23 Reporters Committee establishes that, when FOIA requests seek law enforcement records that contain personal information about individuals and that provide little or no official information about a federal agency, courts may adopt categorical rules, like the "clear evidence" standard. 489 U.S. at 776-780.

24 As the D.C. Circuit concluded, the "likelihood that the photos contradict the statements of all [prior] investigating agencies seems remote." Accuracy in Media, 194 F.3d at 124.

25 Other courts of appeals likewise have discounted the public interest in further disclosures based on the amount of information already in the public domain. See Halloran, 874 F.2d at 324 & n.13 (the public interest "in learning about the nature, scope, and results of the [Veterans' Administration]'s investigation of, and its relationship with, one of its contractors * * * has already been substantially served by the release of the redacted transcripts and the VA's report on the investigation, from which the full nature and extent of the VA's actions, as well as whatever the VA learned from its surreptitious recording of the conversations, can be discerned."); id. at n.13; Marzen, 825 F.2d at 1153-1154 ("While it is true that the circumstances surrounding the life and death of Infant Doe are of substantial public interest, release of the intimate details contained in the medical records would not appreciably serve the ethical debate since most of the factual material concerning the details of the case, including the final HHS report, are already in the public domain."); Bast, 665 F.2d at 1255 ("While these are important public interests, we note that they have been served to a large extent by the substantial release of information already made in this case. Thus, it is the incremental advantage to the public of releasing the undisclosed portions of the twelve documents which must be weighed against the invasion of personal privacy."); Stone, 727 F. Supp. at 666.
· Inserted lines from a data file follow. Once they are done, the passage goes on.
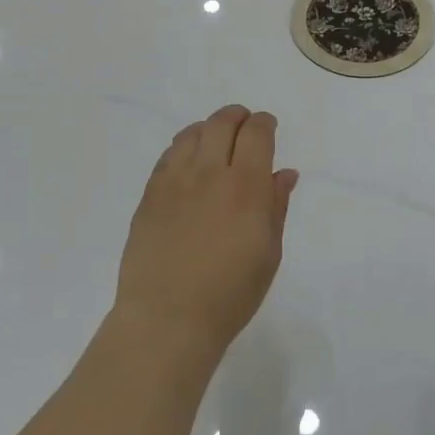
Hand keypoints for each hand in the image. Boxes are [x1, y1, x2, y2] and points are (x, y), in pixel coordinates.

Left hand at [114, 105, 298, 364]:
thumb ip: (276, 206)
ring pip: (193, 133)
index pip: (256, 134)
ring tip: (216, 138)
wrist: (168, 318)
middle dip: (237, 117)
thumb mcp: (268, 254)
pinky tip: (189, 158)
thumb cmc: (230, 294)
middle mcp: (210, 173)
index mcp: (245, 187)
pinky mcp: (150, 193)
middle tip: (244, 124)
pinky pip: (168, 155)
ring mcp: (175, 181)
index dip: (264, 123)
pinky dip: (184, 146)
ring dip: (209, 128)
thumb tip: (284, 173)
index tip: (268, 126)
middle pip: (222, 123)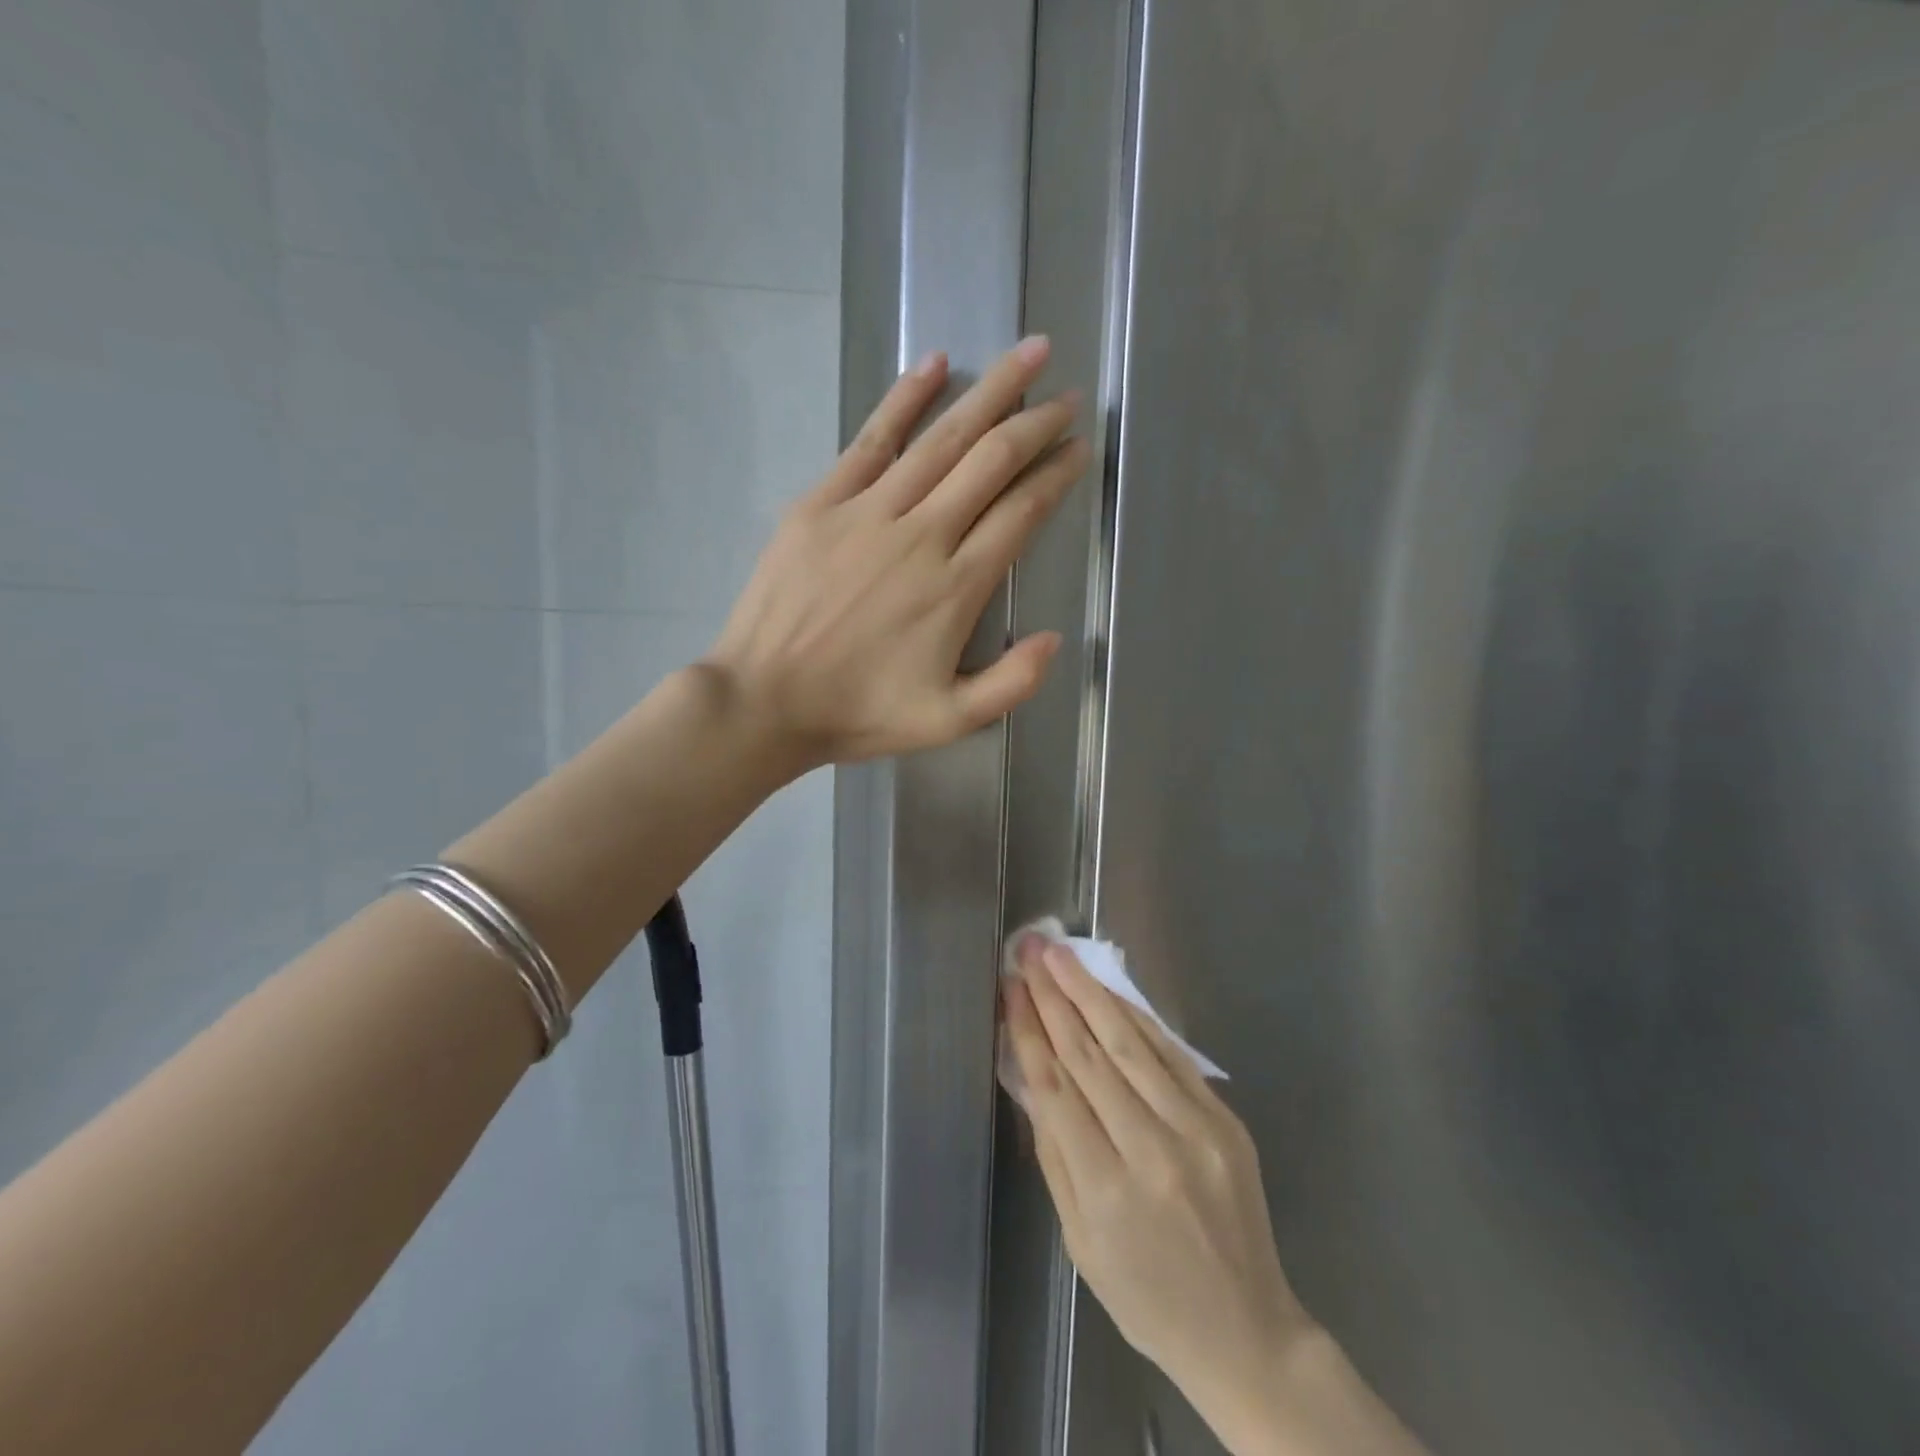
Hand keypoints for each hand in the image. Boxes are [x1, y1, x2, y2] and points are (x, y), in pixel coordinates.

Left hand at [704, 337, 1089, 767]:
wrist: (764, 701)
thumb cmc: (857, 713)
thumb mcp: (948, 721)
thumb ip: (1011, 683)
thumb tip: (1056, 638)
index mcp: (956, 586)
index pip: (1021, 512)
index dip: (1056, 475)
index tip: (1078, 448)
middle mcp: (922, 535)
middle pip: (991, 461)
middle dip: (1036, 423)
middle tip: (1067, 396)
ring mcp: (869, 512)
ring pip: (942, 438)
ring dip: (991, 392)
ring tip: (1027, 355)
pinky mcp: (822, 502)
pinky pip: (871, 439)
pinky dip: (905, 398)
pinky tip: (935, 364)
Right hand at [1002, 937, 1309, 1416]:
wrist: (1244, 1330)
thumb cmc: (1144, 1295)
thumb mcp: (1078, 1238)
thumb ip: (1053, 1150)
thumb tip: (1029, 1072)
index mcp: (1105, 1190)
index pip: (1055, 1087)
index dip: (1029, 1029)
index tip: (1011, 986)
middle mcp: (1151, 1150)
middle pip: (1089, 1054)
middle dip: (1053, 996)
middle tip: (1030, 950)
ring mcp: (1196, 1129)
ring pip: (1130, 1043)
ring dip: (1090, 992)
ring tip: (1061, 955)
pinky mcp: (1224, 1119)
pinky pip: (1171, 1056)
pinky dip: (1136, 1018)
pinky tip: (1109, 991)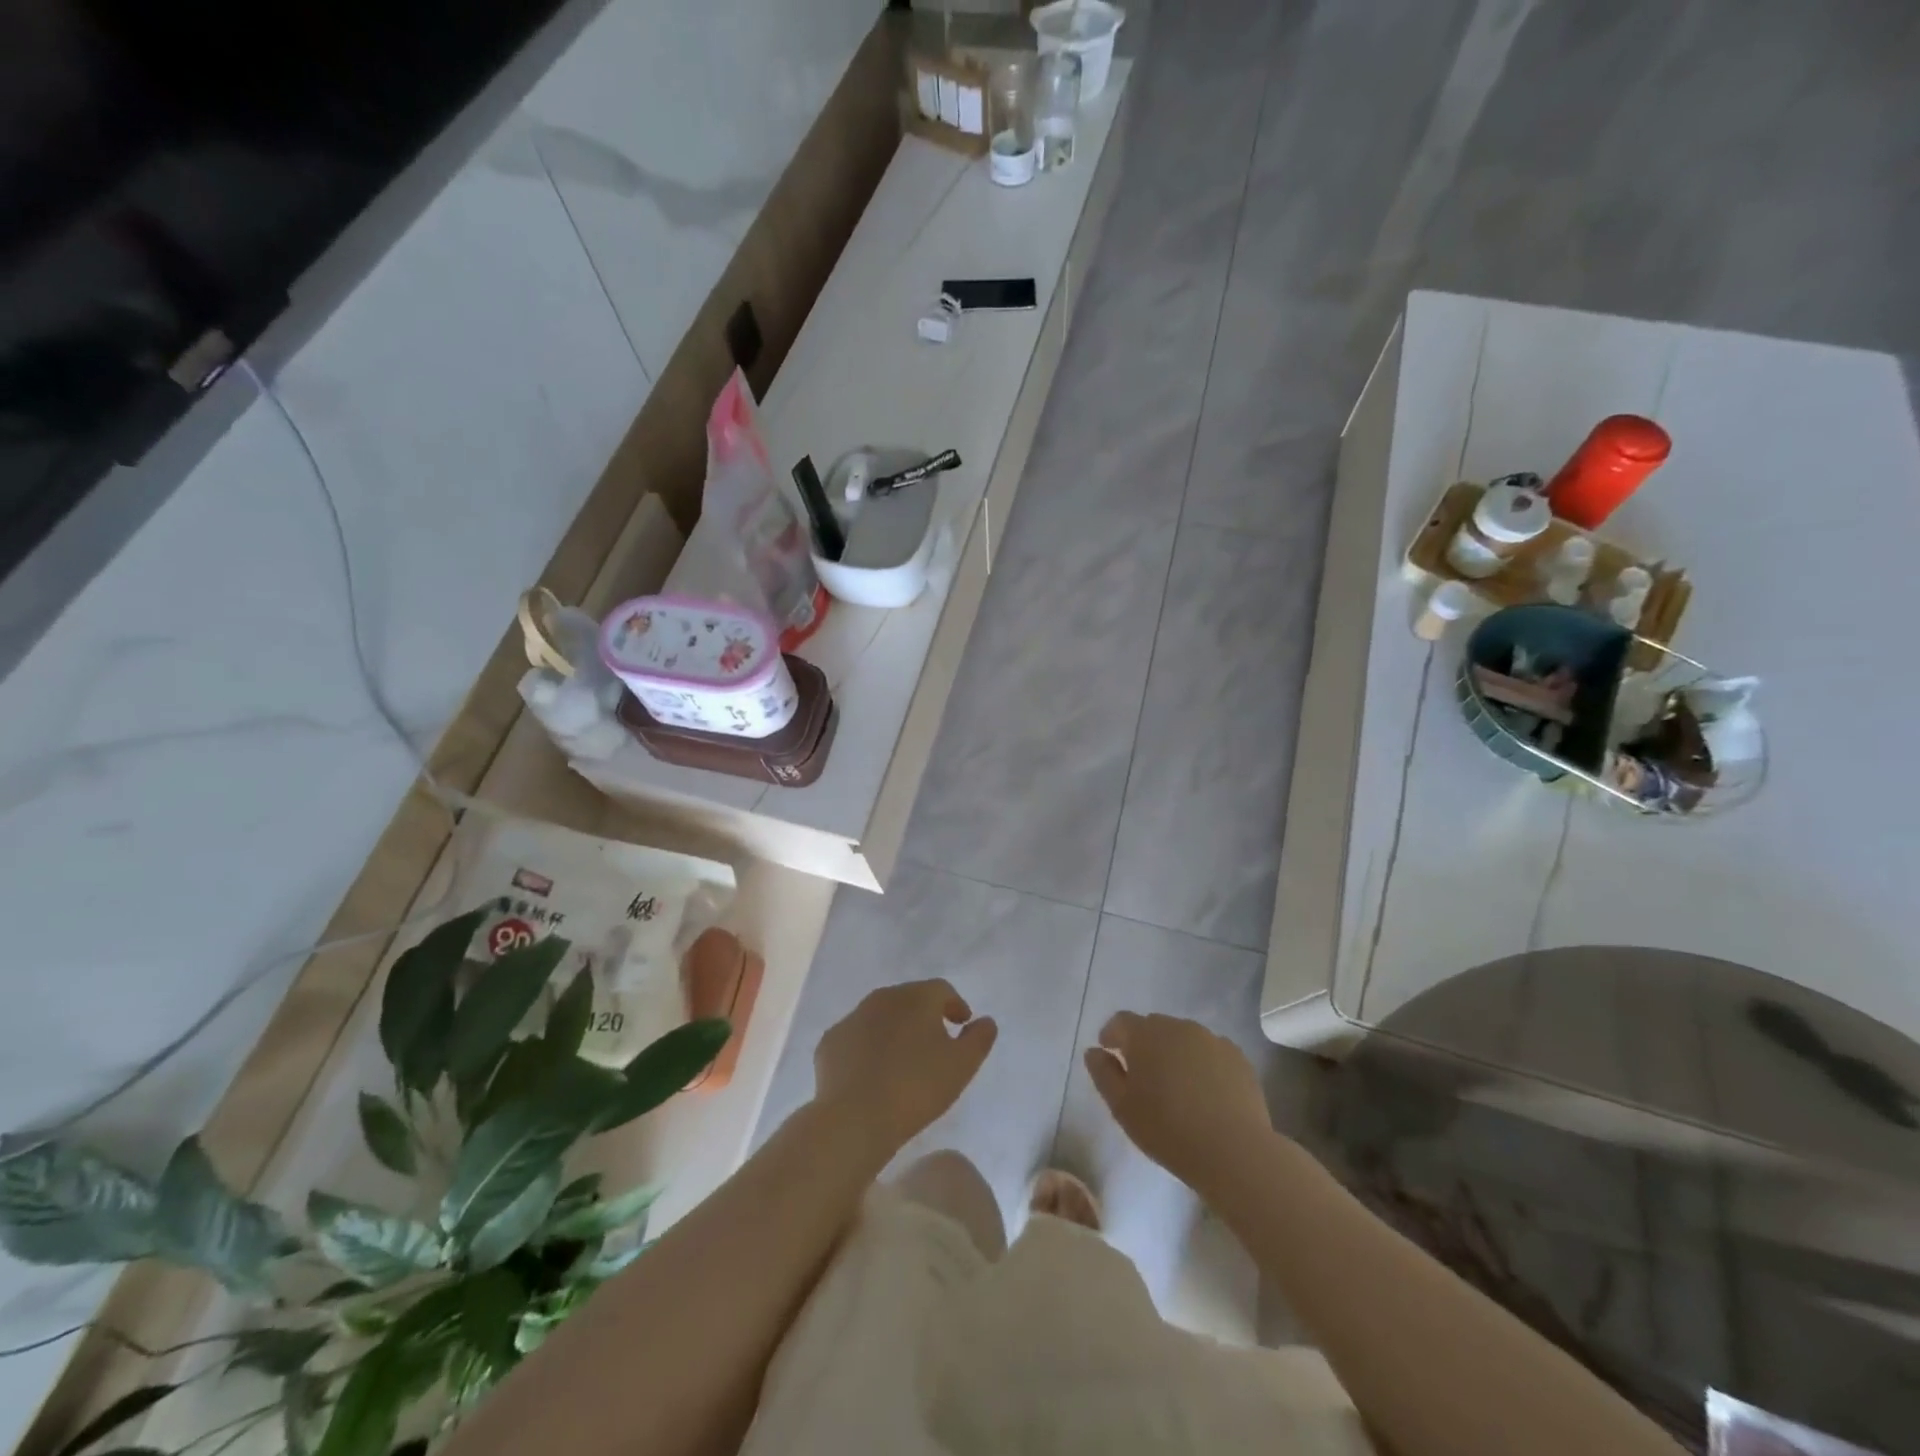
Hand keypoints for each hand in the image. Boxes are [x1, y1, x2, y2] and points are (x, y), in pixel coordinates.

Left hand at [812, 979, 996, 1160]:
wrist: (855, 1117)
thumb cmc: (916, 1087)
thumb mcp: (962, 1066)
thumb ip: (979, 1039)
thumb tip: (986, 1021)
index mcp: (916, 997)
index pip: (942, 990)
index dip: (955, 1005)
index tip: (962, 1025)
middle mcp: (882, 997)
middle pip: (909, 999)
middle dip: (924, 1015)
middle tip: (934, 1042)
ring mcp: (852, 1018)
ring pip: (880, 1017)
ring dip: (894, 1030)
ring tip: (903, 1060)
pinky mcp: (830, 1042)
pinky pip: (856, 1038)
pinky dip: (868, 1047)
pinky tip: (873, 1073)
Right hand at [1084, 1012, 1271, 1196]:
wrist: (1234, 1151)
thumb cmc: (1168, 1130)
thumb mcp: (1122, 1107)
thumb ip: (1103, 1074)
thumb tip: (1094, 1051)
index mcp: (1145, 1034)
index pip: (1121, 1021)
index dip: (1112, 1035)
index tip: (1109, 1053)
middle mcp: (1178, 1027)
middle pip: (1153, 1026)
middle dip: (1143, 1044)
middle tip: (1142, 1075)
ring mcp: (1211, 1039)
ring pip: (1183, 1038)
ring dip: (1173, 1052)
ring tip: (1175, 1086)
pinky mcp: (1237, 1057)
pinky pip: (1209, 1052)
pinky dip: (1201, 1064)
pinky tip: (1204, 1093)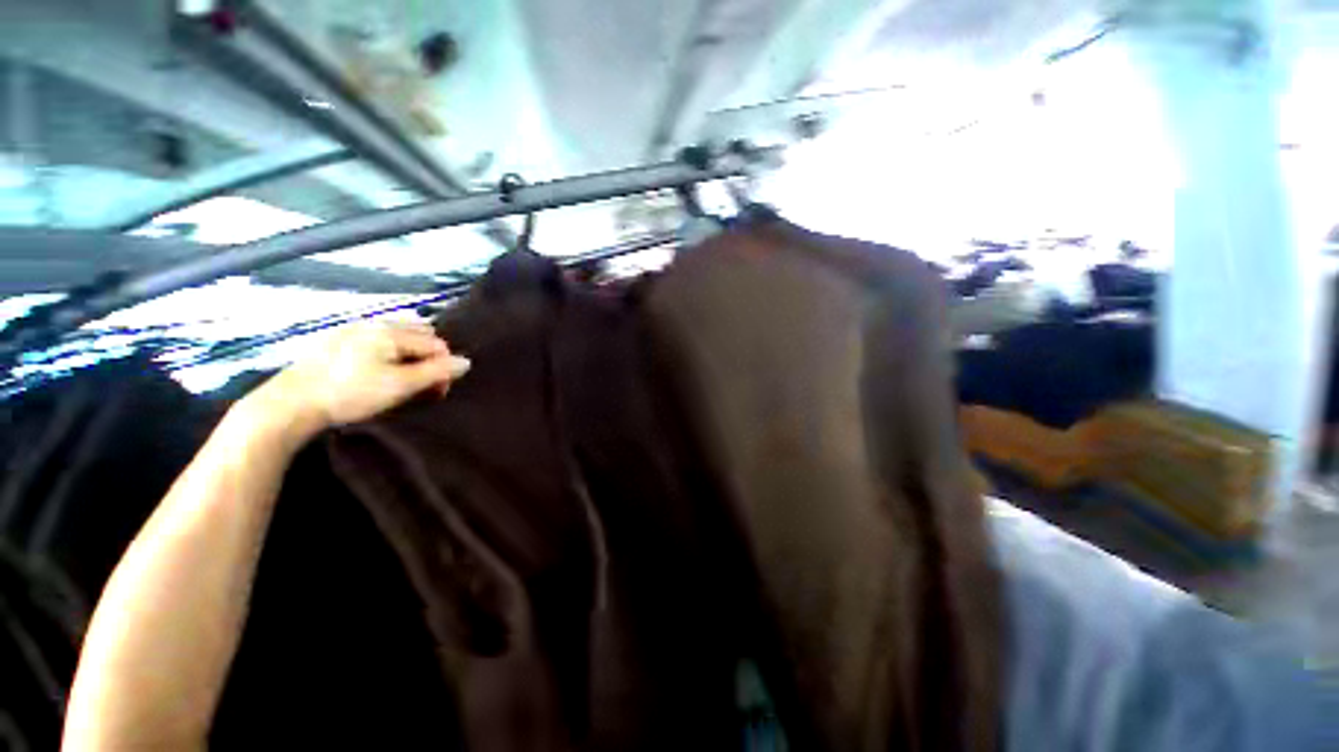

26 The photographs were not taken by the Office of Independent Counsel and, indeed, that Office had no involvement in the Foster investigation until months after the death the photographs depict.

27 The prior unauthorized disclosure of the photograph to Time magazine does not affect the balance under FOIA. Such wholly unauthorized activity cannot waive either the government's interest in withholding the photograph from official release or the Foster family's profound privacy interests in cabining dissemination of the photograph, which depicts a portion of Foster's body. See Department of Defense v. FLRA, 510 U.S. at 500 ("An individual's interest in controlling the dissemination of information regarding personal matters does not dissolve simply because that information may be available to the public in some form."); Reporters Committee, 489 U.S. at 767 ("[O]ur cases have also recognized the privacy interest inherent in the nondisclosure of certain information even where the information may have been at one time public."); Rose, 425 U.S. at 380-381; Sherman v. Department of the Army, 244 F.3d 357, 363-364 (5th Cir. 2001) ("[T]he fact that otherwise private information at one time or in some way may have been placed in the public domain does not mean that a person irretrievably loses his or her privacy interest in the information."); Halpern v. FBI, 181 F.3d 279, 297 (2d Cir. 1999) ("Confidentiality interests [under Exemption 7(C)] cannot be waived through prior public disclosure."); Bast, 665 F.2d at 1255 ("[P]ublicity in the popular media cannot vitiate the FOIA privacy exemption for official information."). In any event, the public would learn nothing new about the operations of the government by an official disclosure of another copy of that photograph.